Problem to work on: A bare count is the expected answer, namely the number of lines in the records that have the word "Macário".

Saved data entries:
····················
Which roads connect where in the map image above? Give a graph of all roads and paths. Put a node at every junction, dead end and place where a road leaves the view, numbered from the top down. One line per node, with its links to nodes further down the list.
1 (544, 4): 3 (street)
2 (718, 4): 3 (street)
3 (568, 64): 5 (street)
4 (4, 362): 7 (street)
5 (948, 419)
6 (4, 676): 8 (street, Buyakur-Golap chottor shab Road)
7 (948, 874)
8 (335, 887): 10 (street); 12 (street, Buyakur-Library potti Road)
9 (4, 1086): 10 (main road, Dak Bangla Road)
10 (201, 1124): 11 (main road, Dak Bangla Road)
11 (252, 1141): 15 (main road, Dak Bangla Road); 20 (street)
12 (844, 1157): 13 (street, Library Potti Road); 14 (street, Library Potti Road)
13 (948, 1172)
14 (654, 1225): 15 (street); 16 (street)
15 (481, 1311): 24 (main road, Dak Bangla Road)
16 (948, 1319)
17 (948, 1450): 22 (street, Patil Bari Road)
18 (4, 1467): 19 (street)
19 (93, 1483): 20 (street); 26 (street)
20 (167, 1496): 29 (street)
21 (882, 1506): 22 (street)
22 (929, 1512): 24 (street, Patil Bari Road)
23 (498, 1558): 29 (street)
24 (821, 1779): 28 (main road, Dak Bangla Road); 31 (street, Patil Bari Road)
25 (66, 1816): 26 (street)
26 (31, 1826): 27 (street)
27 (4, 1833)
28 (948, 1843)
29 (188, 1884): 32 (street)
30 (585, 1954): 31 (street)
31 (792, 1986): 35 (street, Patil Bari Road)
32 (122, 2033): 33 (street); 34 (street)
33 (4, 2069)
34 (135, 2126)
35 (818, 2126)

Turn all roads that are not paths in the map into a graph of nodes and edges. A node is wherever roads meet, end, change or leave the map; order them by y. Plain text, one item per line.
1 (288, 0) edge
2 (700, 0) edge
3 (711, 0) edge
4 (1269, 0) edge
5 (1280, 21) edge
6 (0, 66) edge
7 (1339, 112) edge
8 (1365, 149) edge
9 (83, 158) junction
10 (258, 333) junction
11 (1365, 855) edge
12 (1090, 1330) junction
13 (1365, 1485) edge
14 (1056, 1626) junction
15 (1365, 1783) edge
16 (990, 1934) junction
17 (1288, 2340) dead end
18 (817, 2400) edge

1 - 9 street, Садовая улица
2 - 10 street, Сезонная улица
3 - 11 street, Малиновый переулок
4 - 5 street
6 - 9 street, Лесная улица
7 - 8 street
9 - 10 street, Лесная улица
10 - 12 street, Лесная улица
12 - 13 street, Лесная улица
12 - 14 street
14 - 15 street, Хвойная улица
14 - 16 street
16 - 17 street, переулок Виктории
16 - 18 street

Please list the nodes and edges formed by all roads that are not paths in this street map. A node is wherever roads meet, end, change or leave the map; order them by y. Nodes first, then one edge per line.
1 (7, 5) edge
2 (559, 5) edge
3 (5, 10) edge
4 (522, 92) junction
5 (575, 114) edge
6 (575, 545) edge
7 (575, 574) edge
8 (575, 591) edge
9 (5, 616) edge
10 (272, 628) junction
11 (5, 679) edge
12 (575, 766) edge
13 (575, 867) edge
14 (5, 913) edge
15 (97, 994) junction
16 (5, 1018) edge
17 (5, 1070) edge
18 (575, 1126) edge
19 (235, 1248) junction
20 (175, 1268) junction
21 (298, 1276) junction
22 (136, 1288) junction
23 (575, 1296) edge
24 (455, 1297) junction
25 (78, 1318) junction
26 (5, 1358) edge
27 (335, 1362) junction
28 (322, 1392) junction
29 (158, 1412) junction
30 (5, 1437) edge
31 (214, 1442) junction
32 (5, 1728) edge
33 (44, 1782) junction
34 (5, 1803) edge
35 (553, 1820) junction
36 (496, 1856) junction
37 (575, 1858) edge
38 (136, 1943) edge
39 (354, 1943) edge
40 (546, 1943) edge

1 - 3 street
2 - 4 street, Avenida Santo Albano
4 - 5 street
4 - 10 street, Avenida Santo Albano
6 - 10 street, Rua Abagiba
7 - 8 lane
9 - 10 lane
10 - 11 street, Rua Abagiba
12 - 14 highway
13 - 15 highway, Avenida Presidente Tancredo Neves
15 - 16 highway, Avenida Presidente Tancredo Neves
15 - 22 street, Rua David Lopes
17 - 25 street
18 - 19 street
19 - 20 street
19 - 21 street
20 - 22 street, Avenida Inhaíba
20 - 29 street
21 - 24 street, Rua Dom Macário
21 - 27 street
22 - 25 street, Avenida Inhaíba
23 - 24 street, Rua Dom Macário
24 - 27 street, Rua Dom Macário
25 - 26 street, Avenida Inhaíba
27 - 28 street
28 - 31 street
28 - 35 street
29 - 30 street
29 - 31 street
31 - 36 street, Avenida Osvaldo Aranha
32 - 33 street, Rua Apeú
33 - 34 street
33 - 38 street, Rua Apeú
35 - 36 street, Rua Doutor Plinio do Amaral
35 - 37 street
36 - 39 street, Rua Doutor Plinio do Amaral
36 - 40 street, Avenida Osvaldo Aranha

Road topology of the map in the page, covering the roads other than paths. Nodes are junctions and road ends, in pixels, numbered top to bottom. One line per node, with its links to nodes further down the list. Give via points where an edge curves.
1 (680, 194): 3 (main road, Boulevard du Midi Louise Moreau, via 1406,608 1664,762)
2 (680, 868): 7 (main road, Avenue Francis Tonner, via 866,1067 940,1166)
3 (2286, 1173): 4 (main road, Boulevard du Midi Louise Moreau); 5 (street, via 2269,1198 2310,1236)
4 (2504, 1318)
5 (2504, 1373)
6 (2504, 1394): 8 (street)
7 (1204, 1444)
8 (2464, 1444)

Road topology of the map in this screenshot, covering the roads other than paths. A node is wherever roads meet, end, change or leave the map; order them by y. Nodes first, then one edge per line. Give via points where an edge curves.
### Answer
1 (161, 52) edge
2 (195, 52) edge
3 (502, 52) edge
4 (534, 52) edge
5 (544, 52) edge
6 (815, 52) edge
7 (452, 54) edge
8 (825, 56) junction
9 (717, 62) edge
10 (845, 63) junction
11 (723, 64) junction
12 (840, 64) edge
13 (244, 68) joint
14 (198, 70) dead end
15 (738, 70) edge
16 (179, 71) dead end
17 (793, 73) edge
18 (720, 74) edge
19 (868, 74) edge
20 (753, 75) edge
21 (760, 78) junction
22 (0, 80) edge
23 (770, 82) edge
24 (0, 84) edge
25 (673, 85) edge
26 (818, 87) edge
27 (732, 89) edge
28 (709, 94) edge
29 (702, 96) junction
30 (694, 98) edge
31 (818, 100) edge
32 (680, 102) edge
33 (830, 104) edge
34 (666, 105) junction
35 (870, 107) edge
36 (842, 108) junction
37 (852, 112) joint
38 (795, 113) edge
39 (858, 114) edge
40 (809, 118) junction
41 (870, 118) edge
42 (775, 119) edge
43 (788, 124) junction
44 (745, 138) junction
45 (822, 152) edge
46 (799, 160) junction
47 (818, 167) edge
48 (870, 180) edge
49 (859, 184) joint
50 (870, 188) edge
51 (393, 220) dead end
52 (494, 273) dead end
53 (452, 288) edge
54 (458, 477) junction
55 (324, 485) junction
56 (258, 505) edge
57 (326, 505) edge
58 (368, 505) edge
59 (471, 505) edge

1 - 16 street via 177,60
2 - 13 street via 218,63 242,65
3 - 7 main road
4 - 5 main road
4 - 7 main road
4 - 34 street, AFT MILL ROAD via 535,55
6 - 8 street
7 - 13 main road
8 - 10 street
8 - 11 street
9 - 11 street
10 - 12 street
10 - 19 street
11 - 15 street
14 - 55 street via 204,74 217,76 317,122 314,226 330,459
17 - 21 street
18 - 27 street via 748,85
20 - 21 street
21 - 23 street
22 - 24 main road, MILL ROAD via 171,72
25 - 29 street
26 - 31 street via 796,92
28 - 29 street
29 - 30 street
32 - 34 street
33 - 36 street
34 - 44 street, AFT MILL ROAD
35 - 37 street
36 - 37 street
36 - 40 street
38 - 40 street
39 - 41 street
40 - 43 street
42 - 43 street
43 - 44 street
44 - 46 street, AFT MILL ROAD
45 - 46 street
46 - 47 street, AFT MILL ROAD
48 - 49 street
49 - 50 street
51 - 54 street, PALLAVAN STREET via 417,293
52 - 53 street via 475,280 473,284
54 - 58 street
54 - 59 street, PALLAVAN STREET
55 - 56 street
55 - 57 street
····················
Answer to this task: 3